2
votes

The PDF reference (12.3.3, Table 153) says that an outline will either have a Dest dictionary, an A dictionary, or an SE dictionary (with an optional Dest dictionary). I have a document with outlines that only have the SE dictionary. The reference directs me to the Structure Hierarchy (14.7.2), and this is where I've become lost. Structure items may have Pg dictionaries, but mine don't (and neither do the parents, on a recursive traversal). So I need to figure out the page number, offset in page and zoom (if applicable) from the SE dictionary. Any ideas?

Thanks!

1

1 Answers

3
votes

The structure tree has a root node that is a bit special. It contains a few entries that the rest of the nodes do not have. There is one entry called ParentTree that is used for locating structure elements that correspond to pages, annotations and XForms. See 14.7.2 Structure Hierarchy and 14.7.4.4 Finding Structure Elements from Content Items.

The references between pages and structure elements go both ways, you are supposed to have the Pg entry in one structure element or one of its recursive parents (as far as I know if this is not the case the file can be considered as corrupt), and you will have an entry called StructParents in the page dictionary that contains the index that corresponds to that page in the ParentTree structure.
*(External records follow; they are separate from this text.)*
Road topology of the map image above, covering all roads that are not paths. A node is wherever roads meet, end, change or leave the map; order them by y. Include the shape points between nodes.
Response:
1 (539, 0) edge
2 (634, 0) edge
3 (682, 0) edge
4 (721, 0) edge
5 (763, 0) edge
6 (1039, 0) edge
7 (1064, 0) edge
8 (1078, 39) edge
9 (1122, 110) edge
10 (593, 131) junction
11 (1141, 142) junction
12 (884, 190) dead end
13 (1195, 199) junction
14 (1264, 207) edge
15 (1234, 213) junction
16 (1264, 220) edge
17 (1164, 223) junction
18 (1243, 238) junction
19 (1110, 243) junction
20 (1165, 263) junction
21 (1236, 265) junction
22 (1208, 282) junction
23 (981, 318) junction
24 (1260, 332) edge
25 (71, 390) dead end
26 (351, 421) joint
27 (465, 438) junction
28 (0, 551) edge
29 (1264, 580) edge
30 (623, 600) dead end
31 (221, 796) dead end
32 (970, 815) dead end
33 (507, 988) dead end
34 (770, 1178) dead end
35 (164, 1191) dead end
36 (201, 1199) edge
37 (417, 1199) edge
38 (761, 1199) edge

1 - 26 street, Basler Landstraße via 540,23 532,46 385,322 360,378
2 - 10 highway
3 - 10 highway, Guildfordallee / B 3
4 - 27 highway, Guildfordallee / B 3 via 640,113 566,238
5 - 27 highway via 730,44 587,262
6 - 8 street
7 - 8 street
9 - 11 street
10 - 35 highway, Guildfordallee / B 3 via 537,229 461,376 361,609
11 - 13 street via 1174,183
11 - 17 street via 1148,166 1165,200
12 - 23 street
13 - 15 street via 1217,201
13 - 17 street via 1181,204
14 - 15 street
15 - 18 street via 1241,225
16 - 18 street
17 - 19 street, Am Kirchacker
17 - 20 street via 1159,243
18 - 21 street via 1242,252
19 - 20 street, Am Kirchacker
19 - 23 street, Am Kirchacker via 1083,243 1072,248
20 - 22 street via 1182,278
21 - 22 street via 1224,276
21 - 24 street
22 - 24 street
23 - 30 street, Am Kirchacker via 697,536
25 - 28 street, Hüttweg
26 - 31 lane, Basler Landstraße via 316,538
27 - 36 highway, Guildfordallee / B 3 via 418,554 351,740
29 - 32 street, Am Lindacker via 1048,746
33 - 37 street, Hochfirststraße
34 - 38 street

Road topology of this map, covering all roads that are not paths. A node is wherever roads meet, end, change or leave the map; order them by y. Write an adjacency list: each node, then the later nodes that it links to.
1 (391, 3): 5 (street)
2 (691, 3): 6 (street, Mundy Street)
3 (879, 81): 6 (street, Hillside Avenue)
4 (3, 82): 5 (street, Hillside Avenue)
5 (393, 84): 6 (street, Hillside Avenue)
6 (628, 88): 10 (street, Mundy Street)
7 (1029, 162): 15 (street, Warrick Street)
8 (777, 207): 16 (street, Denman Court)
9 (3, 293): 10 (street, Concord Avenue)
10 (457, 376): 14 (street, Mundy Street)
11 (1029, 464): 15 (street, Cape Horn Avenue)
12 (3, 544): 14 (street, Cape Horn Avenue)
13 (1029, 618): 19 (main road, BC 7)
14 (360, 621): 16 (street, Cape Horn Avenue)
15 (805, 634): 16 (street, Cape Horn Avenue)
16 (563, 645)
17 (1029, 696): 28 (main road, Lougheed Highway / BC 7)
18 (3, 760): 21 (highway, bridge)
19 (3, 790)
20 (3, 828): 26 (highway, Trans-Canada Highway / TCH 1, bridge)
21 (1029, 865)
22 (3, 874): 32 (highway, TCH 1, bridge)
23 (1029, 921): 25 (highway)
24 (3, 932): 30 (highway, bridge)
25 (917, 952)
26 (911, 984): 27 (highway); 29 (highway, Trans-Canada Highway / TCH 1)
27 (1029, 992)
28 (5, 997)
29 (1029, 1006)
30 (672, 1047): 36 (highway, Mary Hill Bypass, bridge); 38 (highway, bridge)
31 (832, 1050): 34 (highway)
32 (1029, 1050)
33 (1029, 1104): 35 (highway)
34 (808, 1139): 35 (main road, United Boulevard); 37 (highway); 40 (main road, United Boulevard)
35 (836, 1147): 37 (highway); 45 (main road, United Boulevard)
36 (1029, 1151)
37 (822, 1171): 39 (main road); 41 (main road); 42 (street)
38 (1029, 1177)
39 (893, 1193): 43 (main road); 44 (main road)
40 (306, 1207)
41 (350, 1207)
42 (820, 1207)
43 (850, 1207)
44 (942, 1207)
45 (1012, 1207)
If the StructParents entry is missing inside the page dictionaries and the structure tree is present, then the file is most likely corrupt. With "corrupt" I mean that the information it contains is not consistent, coherent etc.

There are two ways of using this information then. If you have a reference to a structure element, you should be able to find the page it refers to by using the Pg entry. If you have a reference to a page, you should be able to use its corresponding structure element by using the ParentTree structure. Both directions are supposed to be present in the file for the information to be consistent.